UNITED STATES
ENVIRONMENTAL PROTECTION AGENCY
BEFORE THE ADMINISTRATOR
IN THE MATTER OF )
)
Don Aadsen Ford ) Docket No. CWA-VIII-01-PII
)
)
Respondent )
ORDER DENYING COMPLAINANT'S MOTION
FOR ACCELERATED DECISION
Clean Water Act--By motion dated December 10, 1998,
Complainant, United States Environmental Protection Agency (EPA),
moved, pursuant to 40 C.F.R. Sec. 22.20(a), for accelerated
decision in the above-captioned case for alleged violations of
the Clean Water Act, 33 U.S.C. Sec. 1311. Complainant seeks civil
penalties in the amount of $72,000 under Section 309(g) of the
CWA, 33 U.S.C. Section 1319(g), and asserts that it is entitled
to judgment as a matter of law.

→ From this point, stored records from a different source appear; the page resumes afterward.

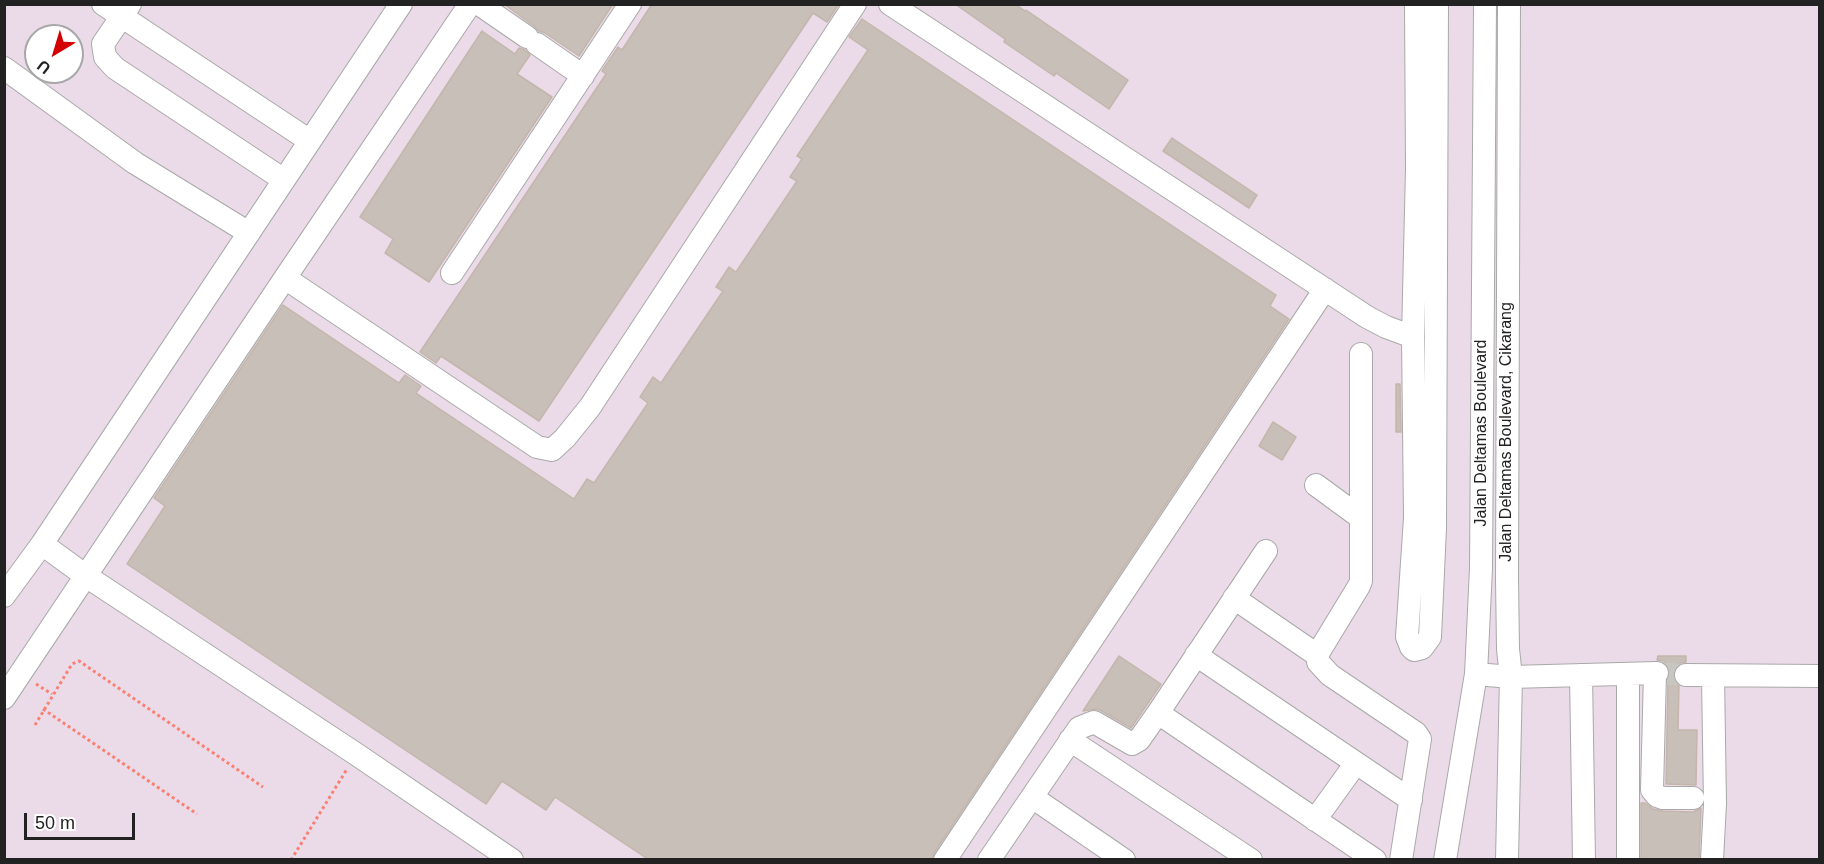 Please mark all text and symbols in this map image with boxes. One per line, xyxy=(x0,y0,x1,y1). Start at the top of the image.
north arrow xyxy=(24,24,84,84)
text: U xyxy=(34,57,54,77)
street label: Jalan Deltamas Boulevard, Cikarang xyxy=(1497,302,1517,562)
street label: Jalan Deltamas Boulevard xyxy=(1472,340,1492,526)
scale bar xyxy=(27,801,138,839)
text: 50 m xyxy=(35,813,75,833)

Respondent filed a Brief in
Opposition to Complainant's Motion on December 30, 1998. Held:
Complainant's Motion For Accelerated Decision is Denied.
Before: Stephen J. McGuire Date: February 1, 1999
Administrative Law Judge
Appearances:
For Complainant: Wendy I. Silver
Enforcement Attorney
Office of Regional Counsel
U.S. EPA, Region VIII
Denver, Colorado 80202-2466
For Respondent: Rebecca L. Summerville, Esq.
Datsopoulos, MacDonald & Lind
Central Square Building
201 West Main St. Suite 201
Missoula, Montana 59802
I.Introduction
On February 20, 1998, Complainant issued a Complaint and
Notice of Opportunity for Hearing to Don Aadsen Ford, alleging a
violation of Section 301 of the Clean Water Act, 33 U.S.C.
Section 1311 (CWA). The Complaint sought a civil penalty in the
amount of $72,000 under Section 309(g) of the CWA, 33 U.S.C.
Section 1319(g), for discharges of wastewater into the storm
water collection system and nearby Spring Creek without the
permit required by Section 402 of the CWA, 33 U.S.C. Section
1342, as set forth in the Complaint.
Complainant asserts that Respondent is an auto-repair
facility located in Ronan, Montana, and is incorporated under the
laws of the State of Montana. On March 11, 1998, two inspectors
from the EPA and a representative of the Confederated Salish and
Kootenai Tribes (Tribes) inspected the facility to determine
compliance with Resource Conservation and Recovery Act (RCRA) and
CWA requirements in response to notification from the Tribes'
Environmental Quality Office, that Respondent had spilled fuel
from above-ground storage tanks (Exhibit 1 to Complainant's Pre-Hearing Exchange)(PHE).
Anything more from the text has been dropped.